Florida’s manatees are as much a part of the state’s seascape as flamingoes, dolphins, reef fish, and smelly seaweed. However, these gentle “sea cows” might have arrived in the state fairly recently. Like the millions of tourists who visit the Sunshine State every year, manatees may have only occasionally visited Florida for short stints before returning home to Cuba and other parts of the Caribbean. The marine mammals potentially only became a fixture in Florida after European colonization and they may have initially flourished due to the same force that is threatening them today–a rapidly warming and transforming planet. The findings are detailed in a study published November 20 in the journal PLOS ONE.
Over the course of his career, study co-author and University of South Florida anthropologist Thomas Pluckhahn realized that there was a lack of evidence showing that there was a large population of manatees in the pre-colonial era. The manatee population in Tampa Bay wasn’t even deemed plentiful until the 1950s.
[Related: Wildlife officials are taking radical steps to save Florida’s starving manatees.]
“It is commonly assumed that Florida manatee populations were once larger than they are today,” Pluckhahn said in a statement. “Many will find the results surprising, not only because it contradicts this assumption but also because it indicates the complexity of changes that have taken place in the Anthropocene.”
The anthropocene is our current period during which human activity has the most influence on climate and the environment. Florida anthropologists and archeologists who dig into the anthropocene and ages past began to notice that manatee bones were a rarity at archeological sites in Florida. According to Pluckhahn, they haven’t even been found in Crystal River, the Manatee Capital of the World located in western Florida.
In the new study, the team reviewed roughly 70 archaeological reports with a systematic collection and analysis of almost two million animal bones. Almost none of the bones were from manatees. When they expanded the review to other excavations, they found about a dozen reports of manatee bones that had been fashioned into tools or ornaments. However, that is not enough evidence that the mammals had a large pre-colonial Florida population.
The team hypothesizes that it is possible that manatees were not swimming in precolonial Florida at all. The tools and ornaments made with manatee bones may have arrived here via Native Americans trading with those from the Caribbean.
“The problem with that is people have been looking for proof of contact between Florida and the Caribbean during the pre-colonial era for a long time and haven’t been able to nail it down,” Pluckhahn said.
Another hypothesis is that manatees were in abundance, but there are not many bones at excavation sites because they were not hunted like other animals.

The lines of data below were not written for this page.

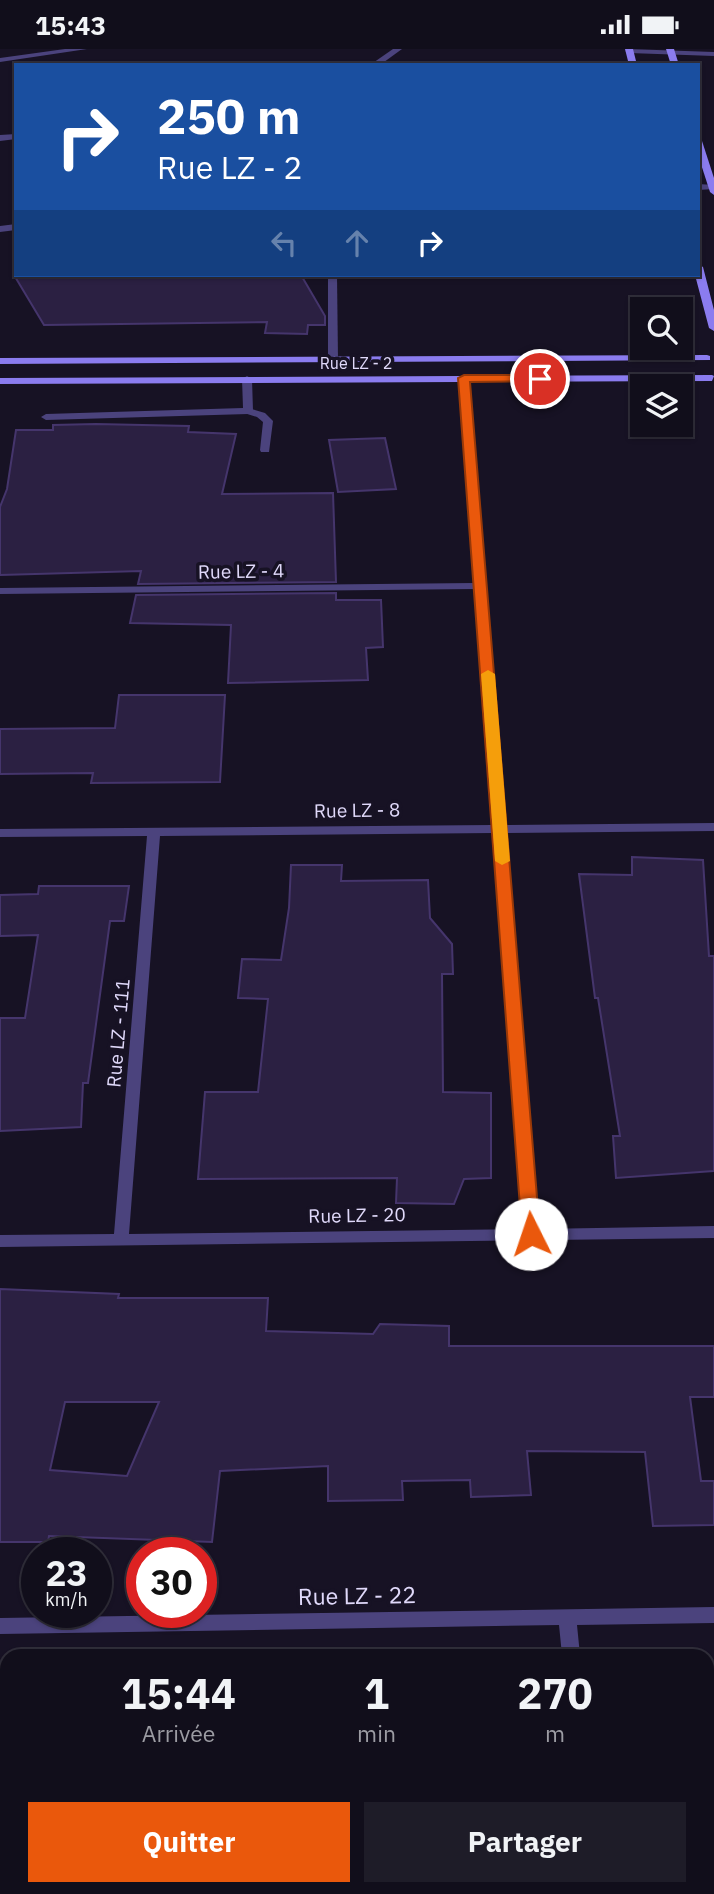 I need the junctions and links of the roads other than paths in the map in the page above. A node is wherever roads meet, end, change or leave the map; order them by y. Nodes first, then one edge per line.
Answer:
1 (83, 49) edge
2 (398, 49) edge
3 (629, 50) edge
4 (671, 52) edge
5 (714, 54) edge
6 (3, 59) edge
7 (377, 63) edge
8 (700, 148) edge
9 (713, 190) edge
10 (700, 275) edge
11 (332, 277) edge
12 (714, 328) edge
13 (711, 356) edge
14 (333, 360) junction
15 (0, 361) edge
16 (464, 378) junction
17 (713, 378) edge
18 (247, 379) junction
19 (0, 381) edge
20 (248, 411) junction
21 (46, 417) dead end
22 (265, 450) dead end
23 (482, 586) junction
24 (0, 591) edge
25 (714, 827) edge
26 (500, 828) junction
27 (154, 831) junction
28 (0, 833) edge
29 (714, 1232) edge
30 (531, 1234) junction
31 (121, 1239) junction
32 (0, 1241) edge
33 (714, 1615) edge
34 (567, 1616) junction
35 (0, 1626) edge
36 (570, 1649) edge

1 - 6 street
2 - 7 street
3 - 4 street
4 - 5 street
8 - 9 main road
10 - 12 main road
11 - 14 street
13 - 14 main road, Rue LZ - 2
13 - 17 main road
14 - 15 main road, Rue LZ - 2
16 - 17 main road, Rue LZ - 2
16 - 18 main road, Rue LZ - 2
16 - 23 street
18 - 19 main road, Rue LZ - 2
18 - 20 street
20 - 21 street
20 - 22 street
23 - 24 street, Rue LZ - 4
23 - 26 street
25 - 26 street, Rue LZ - 8
26 - 27 street, Rue LZ - 8
26 - 30 street
27 - 28 street, Rue LZ - 8
27 - 31 street, Rue LZ - 111
29 - 30 street, Rue LZ - 20
30 - 31 street, Rue LZ - 20
31 - 32 street, Rue LZ - 20
33 - 34 street, Rue LZ - 22
34 - 35 street, Rue LZ - 22
34 - 36 street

However, manatees do not appear in any of the expedition logs penned by explorers who landed in Tampa Bay in between 1528 and 1595.
According to Pluckhahn, the most logical hypothesis is that manatees were then later “present only in very low numbers in Florida as occasional visitors from the Caribbean and then settled here permanently.”
The first reliable written accounts of Florida manatees date back to the period of British rule in the late 1700s. Even then, the sightings appear to have been rare. In the 1920s and 1930s, local print media began to cover manatee sightings in Miami and St. Augustine. By the mid-1950s, there were reports that manatees were “becoming more plentiful” in Tampa Bay and a few were speculated to have become permanent residents of Crystal River.
The sudden change in manatee population likely occurred because Florida’s waters began to warm up. They were too frigid for manatees due the Little Ice Age. This period of intermittent cooling began during the 1200s and lasted through the 1800s.
The team suggests that as the effects of the Little Ice Age faded, manatees began to extend their range northward towards Florida. Warming waters due to human-caused climate change have subsequently convinced the manatees to stay put and breed. Accounts in newspapers from the late 1800s and early 1900s describe manatee sightings in warm water refuges including canals, harbors, yacht basins, and even areas near power plants.
[Related: Meet the extinct sea cow that cultivated Pacific kelp forests.]
According to the Florida Fish and Wildlife Conservation Commission, Florida’s manatee population is estimated to be between 8,350 and 11,730. They were reclassified from endangered to threatened under the federal Endangered Species Act in 2017, after their populations began to rebrand. However, human-caused climate change is still a threat to these gentle giants and they may be reclassified as endangered, after the population dropped seven percent between 2017 and 2019.
“Pollution is killing a lot of the sea grass that the manatees eat,” said Pluckhahn. “Plus, as we wean ourselves off fossil fuels and shut down power plants, we are taking away a refuge from them.”